You do this by recruiting your own allies, casting spells (empowered by elemental sigils you have in play, but effective even at a basic level), powering up with rare artifacts, and engaging in physical combat or using special abilities on your cards. But any of these use your limited action point resource, and a card with AP on it can’t be activated again that turn. Furthermore, when you cast spells they are exhausted until you use an AP on your traveler to Rest (which also denies them the ability to attack). And characters form allied groups and share defensive abilities for further complication.
And oh yeah, at the end of each turn, you draft a new card. There are three time period decks, future, present and past, and you draw three cards from one of these decks, take one of the cards, put another one back face up on the deck, and banish a third from the game.

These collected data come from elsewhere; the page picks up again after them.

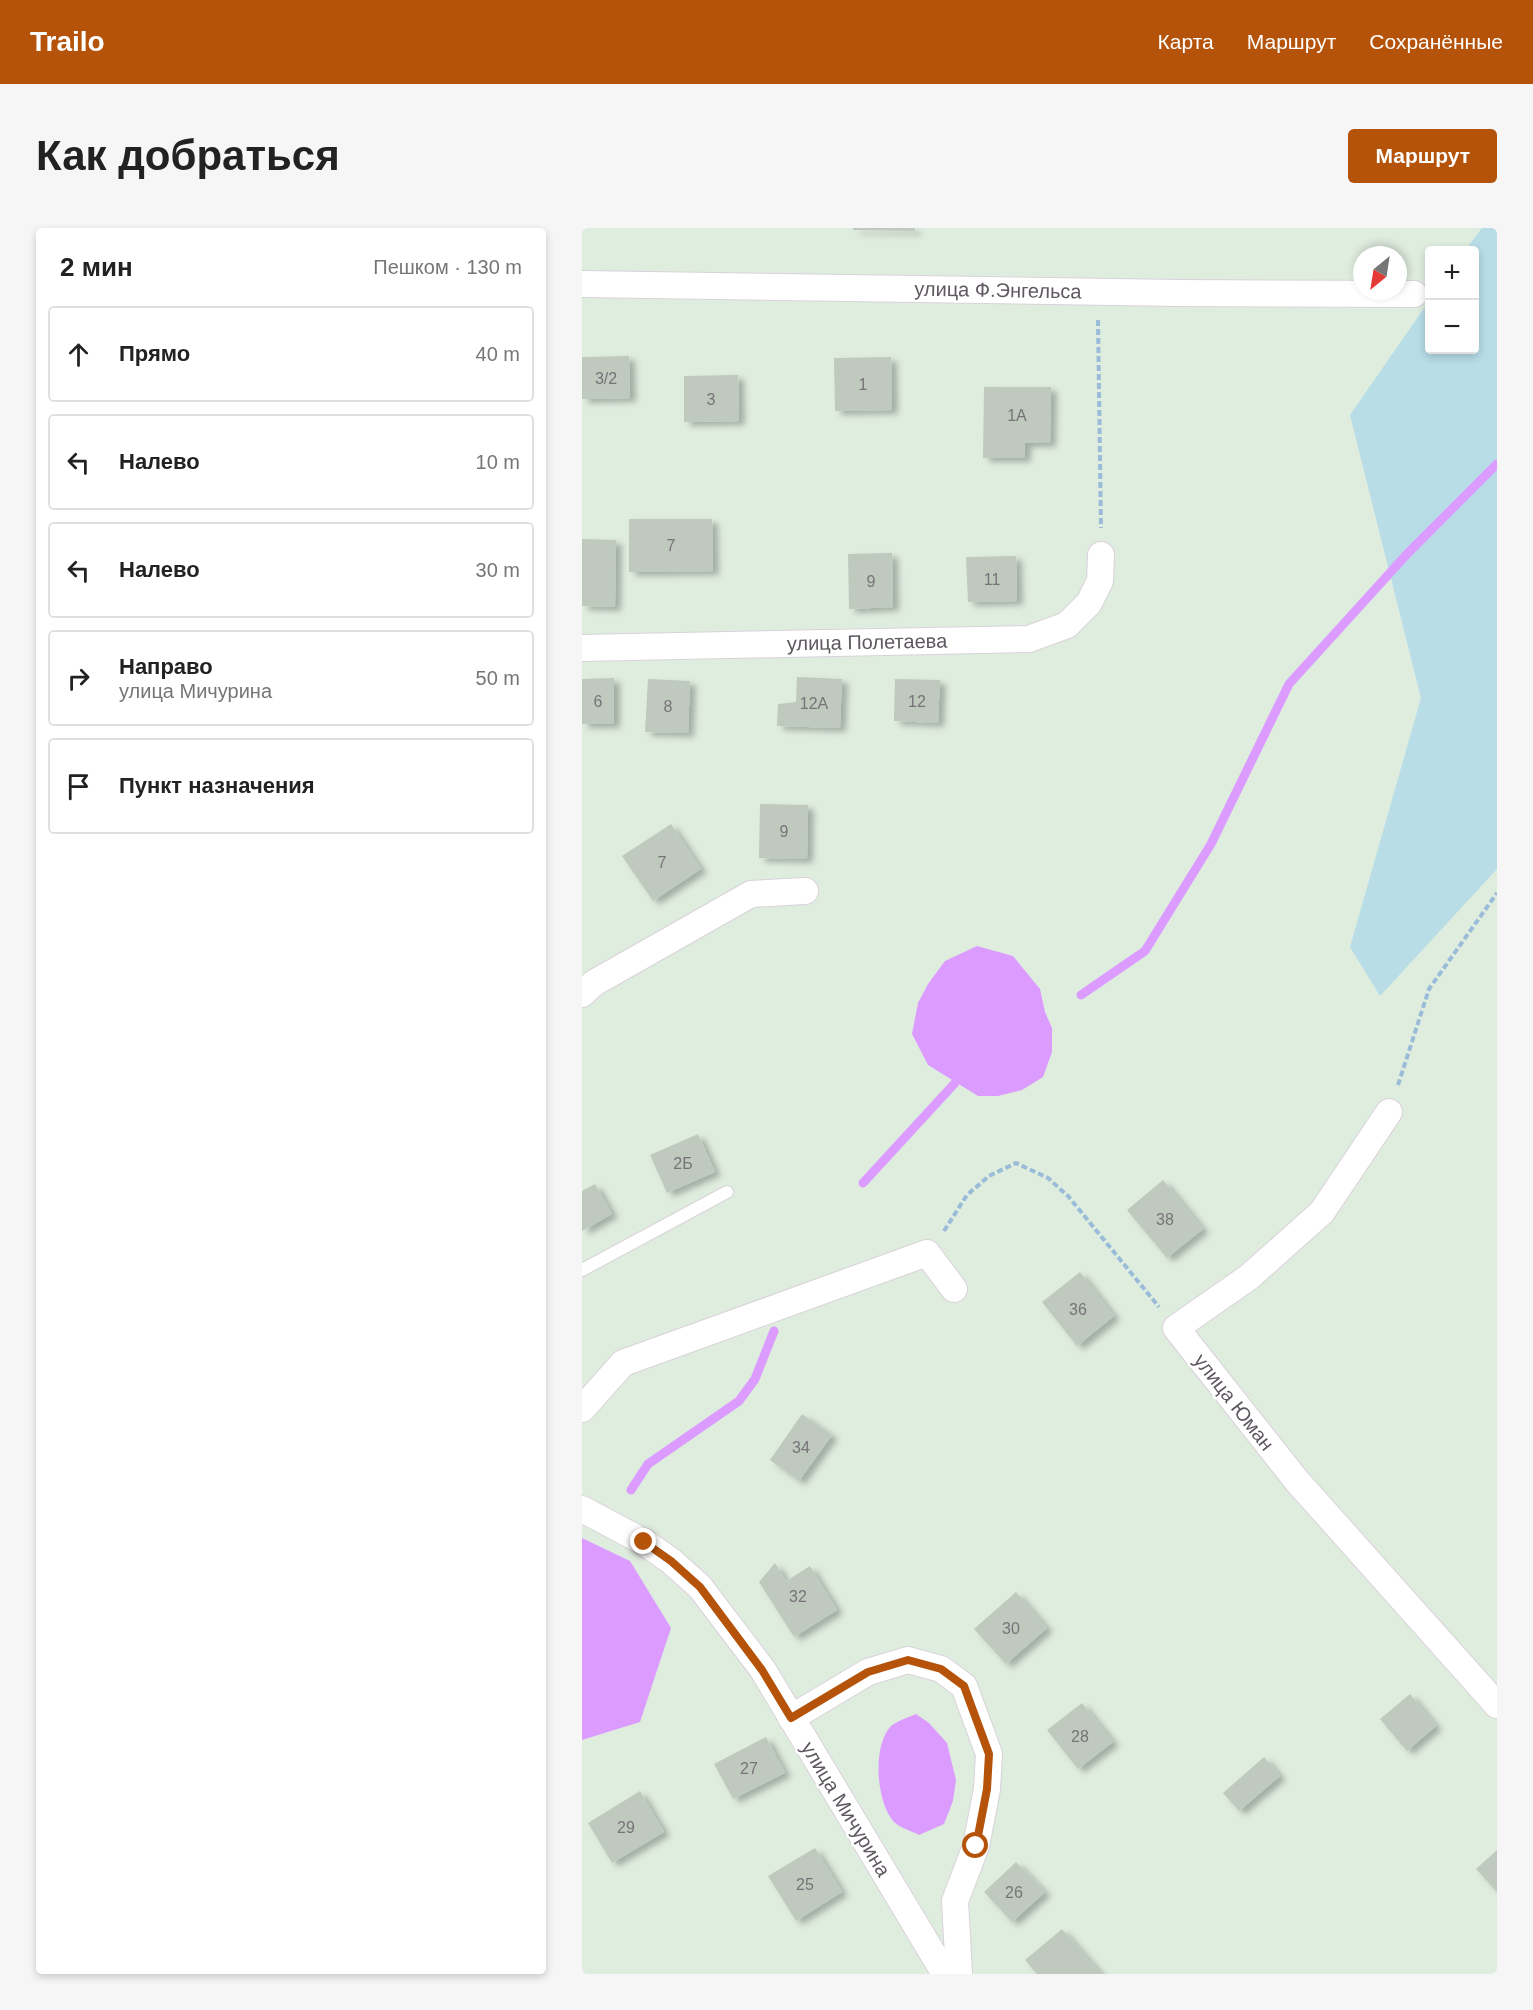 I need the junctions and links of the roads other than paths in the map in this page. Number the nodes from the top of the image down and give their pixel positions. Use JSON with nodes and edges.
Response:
{"nodes":[{"id":1,"x":582,"y":284,"type":"edge"},
{"id":2,"x":1414,"y":294,"type":"dead end"},
{"id":3,"x":1101,"y":555,"type":"road end"},
{"id":4,"x":582,"y":648,"type":"edge"},
{"id":5,"x":805,"y":891,"type":"dead end"},
{"id":6,"x":582,"y":994,"type":"edge"},
{"id":7,"x":1389,"y":1112,"type":"road end"},
{"id":8,"x":727,"y":1192,"type":"dead end"},
{"id":9,"x":582,"y":1270,"type":"edge"},
{"id":10,"x":954,"y":1289,"type":"dead end"},
{"id":11,"x":582,"y":1409,"type":"edge"},
{"id":12,"x":582,"y":1509,"type":"edge"},
{"id":13,"x":1497,"y":1705,"type":"edge"},
{"id":14,"x":791,"y":1718,"type":"junction"},
{"id":15,"x":945,"y":1974,"type":"edge"},
{"id":16,"x":959,"y":1974,"type":"edge"}],
"edges":[{"from":1,"to":2,"type":"street","name":"улица Ф.Энгельса"},
{"from":3,"to":4,"type":"street","name":"улица Полетаева"},
{"from":5,"to":6,"type":"street"},
{"from":7,"to":13,"type":"street","name":"улица Юман"},
{"from":8,"to":9,"type":"lane"},
{"from":10,"to":11,"type":"street"},
{"from":12,"to":14,"type":"street","name":"улица Мичурина"},
{"from":14,"to":15,"type":"street","name":"улица Мичурина"},
{"from":14,"to":16,"type":"street"}]}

This is one of the most clever design elements, because all of these cards are powerful and potentially dangerous in both your hands and those of your opponent(s) and yet, you can only take one, and the card you put back is a known quantity for their planning purposes and guaranteed to be available.
Make no mistake: this game is brutal. In my first turn of offense, I slaughtered two of one of my friends’ character cards, ones he hadn’t even had a chance to do much with yet, and damaged his traveller, for an instability and an easy setup for another the next turn. I then promptly lost my traveller (and an instability) to a character who did enough damage to one shot him from my other friend’s tableau. (He proceeded to handily blow past my defenses and kill my traveller another two times on the two subsequent turns, although with different approaches. I still won.) We constantly looked at cards and emitted audible gasps of shock at what they’d let us do.
It’s a keeper. We did fuck it up a little bit though, by house-ruling a Vampire: The Eternal Struggle style predator-prey arrangement to prevent dogpiling - except my friend specified we couldn’t even affect our predator by using abilities to affect their ability to attack us. Having defined targets to rush down offensively seems like the only way to have a fair 3 way free for all, and may still work, but not being able to target his stuff really made several effects feel useless to me. We’ll skip that part next time.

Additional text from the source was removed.